For now, Republican officeholders live in a dream world where they think rhetoric and repetition will somehow cause minority voters and center-left whites to turn into Republican voters. Alarmed Republican political professionals warn that unless their candidates stop obstructing on health care and make progress on gender issues, the party will lose the White House in 2016 and in quadrennial spurts see its Southern hegemony dismantled by new voters in the New Sunbelt.
In presidential politics, the transition will most likely be seen first in red states like Texas, Georgia and North Carolina, all states that could be in play next year and could become purple, if not yet blue, as early as 2020.
In a sense, it’s the reverse of what happened in the South after the passage in 1965 of the Voting Rights Act. For some time, a coalition of moderate white Democrats and newly enfranchised black voters won victory after victory in the old Confederacy. But then, white flight to the Republican Party, driven by the regional appeal of Presidents Ronald Reagan and George Bush, wiped out many of those gains, although some major cities still have black mayors. Now we’re seeing a new coalition politics, in which Hispanic, black and Asian voters are joined by Democratic-leaning younger whites who, unlike older white voters, do not care about dog-whistle issues.

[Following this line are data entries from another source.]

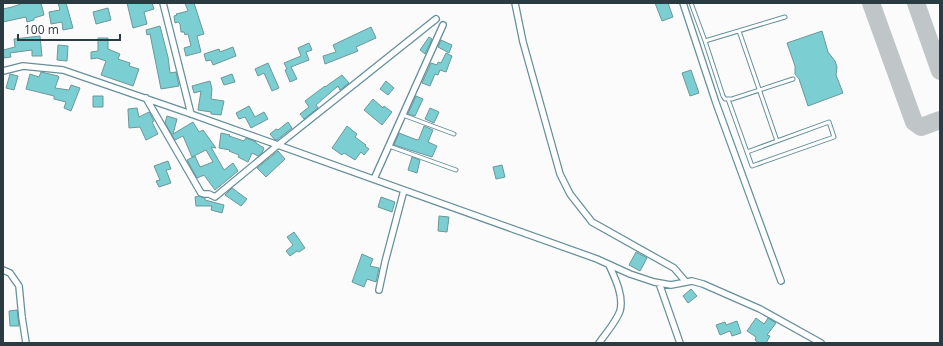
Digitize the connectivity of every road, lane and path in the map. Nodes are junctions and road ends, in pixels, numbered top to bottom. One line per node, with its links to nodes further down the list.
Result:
1 (163, 3): 15 (street)
2 (515, 3): 28 (street)
3 (683, 3): 27 (street)
4 (691, 3): 9 (lane)
5 (785, 17): 8 (lane)
6 (436, 19): 19 (street)
7 (443, 26): 16 (street)
8 (739, 31): 9 (lane); 12 (lane)
9 (705, 41): 14 (lane)
10 (3, 72): 13 (street)
11 (793, 79): 12 (lane)
12 (759, 90): 14 (lane); 18 (lane)
13 (146, 98): 15 (street); 19 (street)
14 (728, 99): 21 (lane)
15 (191, 114): 19 (street)
16 (403, 115): 17 (lane); 20 (street)
17 (454, 134)
18 (776, 141): 21 (lane); 21 (lane)
19 (278, 145): 23 (street)
20 (389, 146): 22 (lane); 23 (street)
21 (747, 152)
22 (456, 170)
23 (374, 179): 24 (street)
24 (404, 190): 25 (street); 30 (street)
25 (609, 265): 29 (street); 32 (street)
26 (3, 270): 31 (street)
27 (781, 280)
28 (686, 282): 29 (street); 34 (street)
29 (659, 283): 33 (street)
30 (379, 290)
31 (26, 343)
32 (599, 343)
33 (680, 343)
34 (821, 343)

It is a quintessential Southern pattern. The region’s most affluent citizens always resist the obvious at first. The plantation mandarins denounced Henry Grady’s gospel of industrialization and more humane racial policies. The most prominent Southern intellectuals of the ’20s and ’30s, the Vanderbilt Agrarians, looked to rural values and white paternalism to preserve a distinctive post-Confederate culture. In the ’60s Birmingham’s business leaders allowed George Wallace to run amok in their town. It will take awhile for Southern and national Republicans to understand that, as Mr. Frey put it, “Demographics is destiny.” The longer they take to get it, the greater the odds that multiethnic Democrats will finally break the Republican lock on the solidly red South.